Your Fault, a sequel to My Fault, was shot together with the third installment, Culpa nuestra. The joint shooting of the two films wrapped in Madrid in February 2024. The film is a Banijay Iberia's Pokeepsie Films (Álex de la Iglesia and Carolina Bang) production with Amazon MGM Studios.

== Release ==
The film had a premiere at the Palacio Vistalegre Arena in Madrid on 18 December 2024 in front of 4,000 fans. It became available on Amazon Prime Video on 27 December 2024.

== Reception ==

Paula Pardo Luz of Cinemanía rated the film 3 out of 5 stars, writing that it "fulfills its purpose, [as it] entertains and entertains a lot, and leaves you wanting to know what will happen in the third and final installment of the saga".

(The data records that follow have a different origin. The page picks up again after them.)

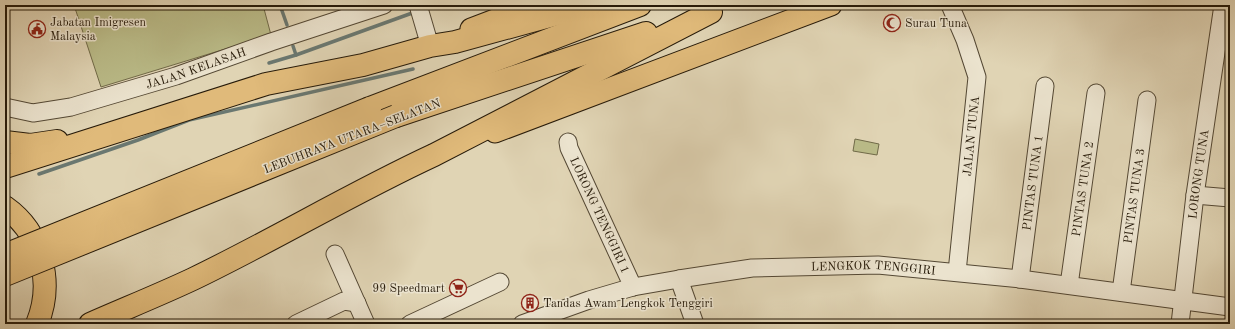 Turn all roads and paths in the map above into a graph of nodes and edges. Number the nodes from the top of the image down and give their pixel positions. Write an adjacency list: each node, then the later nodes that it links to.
1 (384, 5): 15 (street, JALAN KELASAH)
2 (418, 5): 11 (street)
3 (534, 5): 11 (main road)
4 (590, 5): 11 (highway)
5 (640, 5): 25 (highway, LEBUHRAYA UTARA–SELATAN, bridge)
6 (831, 5): 19 (main road)
7 (950, 5): 26 (street, JALAN TUNA)
8 (1223, 5): 10 (street, LORONG TUNA)
9 (720, 8): 19 (highway); 27 (highway, LEBUHRAYA UTARA–SELATAN, bridge)
10 (1225, 26): 21 (street, LORONG TUNA)
11 (430, 46): 16 (highway)
12 (1045, 86): 29 (street, PINTAS TUNA 1)
13 (1096, 93): 31 (street, PINTAS TUNA 2)
14 (1147, 100): 33 (street, PINTAS TUNA 3)
15 (5, 107)
16 (87, 141): 17 (highway); 20 (highway)
17 (5, 142)
18 (568, 142): 32 (street, LORONG TENGGIRI 1)
19 (434, 155): 34 (highway)
20 (5, 167)
21 (1195, 194): 22 (street); 35 (street, LORONG TUNA)
22 (1230, 198)
23 (5, 207): 38 (highway)
24 (335, 254): 36 (street)
25 (5, 256)
26 (957, 272): 28 (street, LENGKOK TENGGIRI); 29 (street, LENGKOK TENGGIRI)
27 (5, 275)
28 (679, 279): 32 (street, LENGKOK TENGGIRI); 45 (street)
29 (1020, 279): 31 (street, LENGKOK TENGGIRI)
30 (500, 282): 43 (street)
31 (1069, 285): 33 (street, LENGKOK TENGGIRI)
32 (633, 287): 44 (street, LENGKOK TENGGIRI)
33 (1121, 292): 35 (street, LENGKOK TENGGIRI)
34 (152, 296): 39 (highway); 40 (highway)
35 (1183, 300): 37 (street, LENGKOK TENGGIRI); 46 (street, LORONG TUNA)
36 (357, 303): 41 (street); 42 (street)
37 (1230, 307)
38 (38, 324)
39 (90, 324)
40 (124, 324)
41 (296, 324)
42 (366, 324)
43 (410, 324)
44 (522, 324)
45 (695, 324)
46 (1180, 324)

Peter Bradshaw of The Guardian rated the film 1 out of 5 stars, billing it as a "mind-pulverisingly bizarre and woodenly acted romdram" otherwise making "[any random] daytime TV soap look like Ingmar Bergman".

Alejandro Morillas of ign.com gave the film 6 points ('ok'), conceding that, even if under an "adult and vintage" point of view "we can only look at [the film] with a morbid mixture of horror and fascination", it "is still very entertaining".

Your Fault became the biggest non-English language international (removing viewers in the film's country of origin) original launch on Prime Video to that date.

== Sequel ==
The third and final installment of the series, Our Fault, was released on 16 October 2025.